Heslin had thought Source would be a good name, in honor of Hagen’s 1987 memoir “Sources,” but he heard that there was a children’s theatre company in New York called that; so he settled upon Origin.

Origin, which has a full-time staff of five, has been the New York gateway for playwrights from 19 European countries.

And the 1st Irish Festival over the past 10 years has staged 150 plays, slightly over half of which have been world premieres.

Along the way, Heslin has had some important supporters of his mission. He singles out in particular Tom Moran, the former CEO of Mutual of America.

“Tom has just been an extraordinary human being, who believes in people,” Heslin said. “He opened the door of Mutual of America for the festival.

“Lorraine Turner, from the Northern Ireland Bureau, has been amazing as well,” he added.

He pointed to the networking opportunities that the 1st Irish Festival has provided. In a few instances, the showcasing of visiting writer’s work has led to the acquisition of a New York agent.

“We forget how difficult it is to bring work over from Ireland. We’ve a great agreement with the union in terms of bringing people over,” the Limerick man said.

“What’s amazing is what happens to the work afterwards,” Heslin said, pointing to subsequent tours of Ireland in several cases.
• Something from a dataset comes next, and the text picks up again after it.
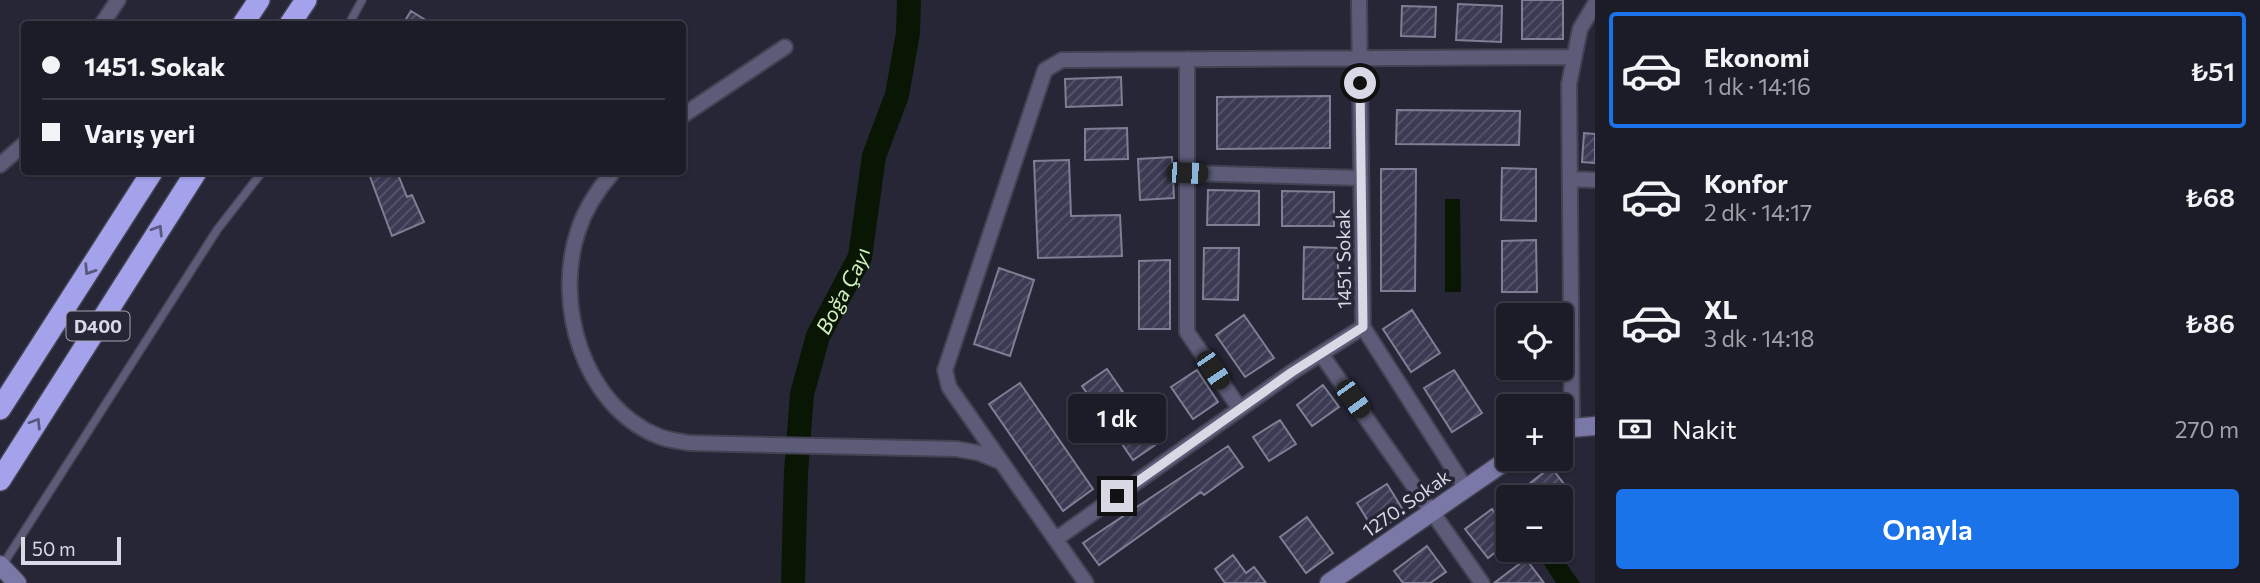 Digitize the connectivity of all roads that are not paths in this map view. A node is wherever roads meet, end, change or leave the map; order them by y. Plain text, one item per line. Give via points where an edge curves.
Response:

Although there are some downsides to the New York theatre scene – the expense and the difficult visa situation for young immigrants being two – there have been some positive developments on the Irish front, of late.

“It’s great to see the Irish government investing in institutions [in America],” Heslin said, “And now after that it’s about rigorous programming, that we continue to take risks.”